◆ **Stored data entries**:
====
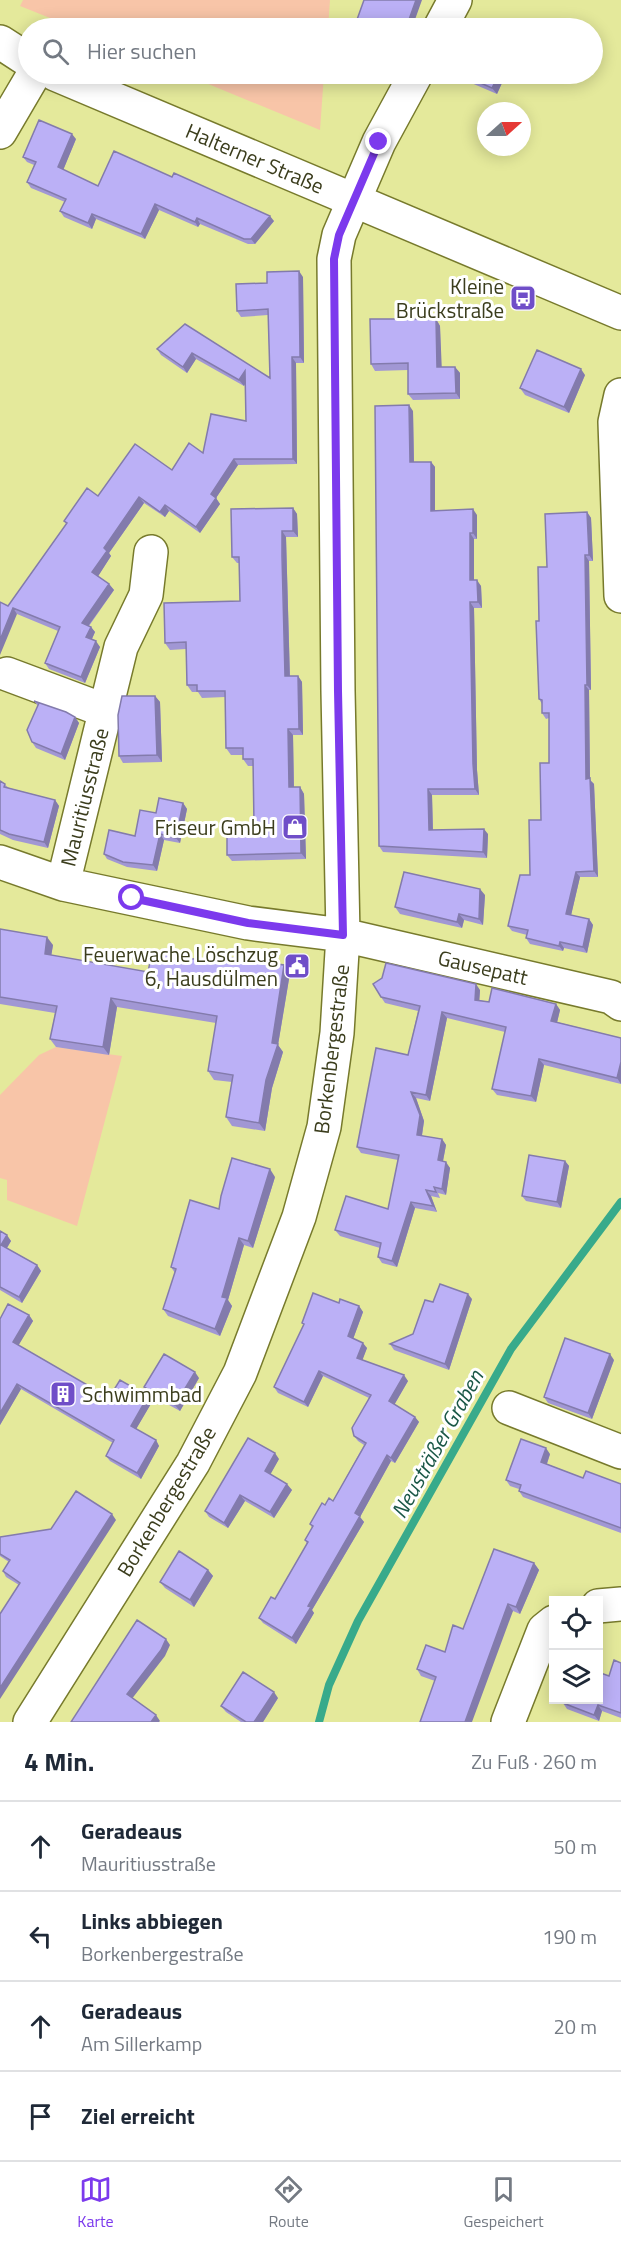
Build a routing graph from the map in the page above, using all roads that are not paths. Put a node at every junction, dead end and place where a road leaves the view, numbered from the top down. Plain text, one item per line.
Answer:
1 (455, 0) edge
2 (445, 18) edge
3 (18, 64) edge
4 (80, 84) edge
5 (411, 84) edge
6 (0, 132) edge
7 (355, 201) junction
8 (621, 313) edge
9 (621, 395) edge
10 (151, 552) dead end
11 (621, 597) edge
12 (8, 674) dead end
13 (106, 711) junction
14 (0, 862) edge
15 (63, 884) junction
16 (343, 935) junction
17 (621, 1004) edge
18 (509, 1408) dead end
19 (621, 1452) edge
20 (621, 1604) edge
21 (603, 1606) edge
22 (549, 1626) edge
23 (30, 1722) edge
24 (508, 1722) edge

1 - 2 street
3 - 6 street
4 - 7 street, Halterner Straße
5 - 7 street, Borkenbergestraße
7 - 8 street, Halterner Straße
7 - 16 street, Borkenbergestraße
9 - 11 street
10 - 13 street, Mauritiusstraße
12 - 13 street, Mauritiusstraße
13 - 15 street, Mauritiusstraße
14 - 15 street, Mauritiusstraße
15 - 16 street, Mauritiusstraße
16 - 17 street, Gausepatt
16 - 23 street, Borkenbergestraße
18 - 19 street
20 - 21 street
22 - 24 street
====
◆ **EXERCISE DIRECTIONS**:
Restate the records above word for word, without the pictures.

◆ **ANSWER TO THIS EXERCISE**:
Build a routing graph from the map in the page above, using all roads that are not paths. Put a node at every junction, dead end and place where a road leaves the view, numbered from the top down. Plain text, one item per line.
Answer:
1 (455, 0) edge
2 (445, 18) edge
3 (18, 64) edge
4 (80, 84) edge
5 (411, 84) edge
6 (0, 132) edge
7 (355, 201) junction
8 (621, 313) edge
9 (621, 395) edge
10 (151, 552) dead end
11 (621, 597) edge
12 (8, 674) dead end
13 (106, 711) junction
14 (0, 862) edge
15 (63, 884) junction
16 (343, 935) junction
17 (621, 1004) edge
18 (509, 1408) dead end
19 (621, 1452) edge
20 (621, 1604) edge
21 (603, 1606) edge
22 (549, 1626) edge
23 (30, 1722) edge
24 (508, 1722) edge

1 - 2 street
3 - 6 street
4 - 7 street, Halterner Straße
5 - 7 street, Borkenbergestraße
7 - 8 street, Halterner Straße
7 - 16 street, Borkenbergestraße
9 - 11 street
10 - 13 street, Mauritiusstraße
12 - 13 street, Mauritiusstraße
13 - 15 street, Mauritiusstraße
14 - 15 street, Mauritiusstraße
15 - 16 street, Mauritiusstraße
16 - 17 street, Gausepatt
16 - 23 street, Borkenbergestraße
18 - 19 street
20 - 21 street
22 - 24 street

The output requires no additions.